Read the records beneath this task and copy every line that contains the string "chip".

Provided information
——————
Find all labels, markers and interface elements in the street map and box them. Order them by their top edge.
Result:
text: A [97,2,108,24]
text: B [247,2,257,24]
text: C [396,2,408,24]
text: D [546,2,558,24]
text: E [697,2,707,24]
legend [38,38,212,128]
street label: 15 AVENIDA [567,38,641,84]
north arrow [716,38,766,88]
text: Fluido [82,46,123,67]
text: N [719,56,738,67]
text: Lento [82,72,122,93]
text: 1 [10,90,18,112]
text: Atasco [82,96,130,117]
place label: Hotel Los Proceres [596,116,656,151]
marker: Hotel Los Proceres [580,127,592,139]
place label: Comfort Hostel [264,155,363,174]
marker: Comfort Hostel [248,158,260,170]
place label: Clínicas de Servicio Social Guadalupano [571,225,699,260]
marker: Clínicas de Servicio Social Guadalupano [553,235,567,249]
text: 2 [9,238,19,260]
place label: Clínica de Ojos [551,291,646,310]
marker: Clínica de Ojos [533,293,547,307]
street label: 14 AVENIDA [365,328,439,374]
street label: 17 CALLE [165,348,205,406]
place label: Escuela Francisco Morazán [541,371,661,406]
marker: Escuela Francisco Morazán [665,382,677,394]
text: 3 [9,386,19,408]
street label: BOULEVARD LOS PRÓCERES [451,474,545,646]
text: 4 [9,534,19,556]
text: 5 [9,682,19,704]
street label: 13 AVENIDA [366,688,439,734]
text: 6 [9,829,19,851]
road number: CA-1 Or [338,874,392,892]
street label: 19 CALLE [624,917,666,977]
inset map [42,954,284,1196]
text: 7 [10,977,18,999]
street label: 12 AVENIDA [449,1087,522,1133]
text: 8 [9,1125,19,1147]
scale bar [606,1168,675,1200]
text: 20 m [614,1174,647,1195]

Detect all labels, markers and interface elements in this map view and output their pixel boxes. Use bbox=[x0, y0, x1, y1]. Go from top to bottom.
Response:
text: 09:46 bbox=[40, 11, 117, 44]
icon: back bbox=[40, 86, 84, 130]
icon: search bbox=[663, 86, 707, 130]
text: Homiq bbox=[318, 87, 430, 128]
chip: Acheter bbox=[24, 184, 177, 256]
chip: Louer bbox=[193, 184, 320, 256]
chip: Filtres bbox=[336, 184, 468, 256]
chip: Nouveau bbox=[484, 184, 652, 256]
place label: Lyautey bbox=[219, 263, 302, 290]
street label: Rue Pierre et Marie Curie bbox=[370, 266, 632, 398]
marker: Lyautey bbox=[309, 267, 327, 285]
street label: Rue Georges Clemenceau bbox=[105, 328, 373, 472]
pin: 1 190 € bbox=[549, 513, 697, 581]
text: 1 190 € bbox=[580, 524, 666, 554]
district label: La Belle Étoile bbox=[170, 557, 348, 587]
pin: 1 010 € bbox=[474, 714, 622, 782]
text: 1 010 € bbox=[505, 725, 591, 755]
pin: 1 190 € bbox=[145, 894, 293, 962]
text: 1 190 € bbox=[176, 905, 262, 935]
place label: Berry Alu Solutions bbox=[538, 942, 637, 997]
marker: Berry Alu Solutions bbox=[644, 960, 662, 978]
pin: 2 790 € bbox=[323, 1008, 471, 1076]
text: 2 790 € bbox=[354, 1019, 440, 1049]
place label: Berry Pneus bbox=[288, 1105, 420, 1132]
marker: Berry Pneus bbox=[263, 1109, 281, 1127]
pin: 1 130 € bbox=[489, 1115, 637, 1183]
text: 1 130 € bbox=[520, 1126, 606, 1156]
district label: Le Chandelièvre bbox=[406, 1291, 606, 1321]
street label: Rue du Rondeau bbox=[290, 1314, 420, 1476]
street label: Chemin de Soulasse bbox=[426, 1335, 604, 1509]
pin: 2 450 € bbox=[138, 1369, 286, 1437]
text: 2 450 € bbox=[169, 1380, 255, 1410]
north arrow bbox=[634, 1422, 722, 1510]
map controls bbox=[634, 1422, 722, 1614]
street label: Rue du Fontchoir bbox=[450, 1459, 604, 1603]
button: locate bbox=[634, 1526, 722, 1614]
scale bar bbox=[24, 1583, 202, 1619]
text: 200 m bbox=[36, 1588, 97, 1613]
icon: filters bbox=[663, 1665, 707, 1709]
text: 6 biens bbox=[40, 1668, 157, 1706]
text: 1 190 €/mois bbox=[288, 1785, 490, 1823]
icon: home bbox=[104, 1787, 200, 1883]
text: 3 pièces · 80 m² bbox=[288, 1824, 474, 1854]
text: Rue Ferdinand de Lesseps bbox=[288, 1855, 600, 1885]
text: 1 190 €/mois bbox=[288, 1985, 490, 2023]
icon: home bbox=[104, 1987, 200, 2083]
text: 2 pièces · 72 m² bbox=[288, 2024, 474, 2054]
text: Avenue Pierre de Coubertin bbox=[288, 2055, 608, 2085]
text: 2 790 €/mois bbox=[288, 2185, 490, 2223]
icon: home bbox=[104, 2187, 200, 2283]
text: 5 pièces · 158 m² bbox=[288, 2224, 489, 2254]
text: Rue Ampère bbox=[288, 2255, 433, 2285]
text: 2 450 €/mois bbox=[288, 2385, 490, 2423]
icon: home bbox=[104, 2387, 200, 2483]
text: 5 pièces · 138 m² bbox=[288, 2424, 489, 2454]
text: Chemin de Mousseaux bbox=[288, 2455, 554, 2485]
——————
Response to the task
chip: Acheter bbox=[24, 184, 177, 256]
chip: Louer bbox=[193, 184, 320, 256]
chip: Filtres bbox=[336, 184, 468, 256]
chip: Nouveau bbox=[484, 184, 652, 256]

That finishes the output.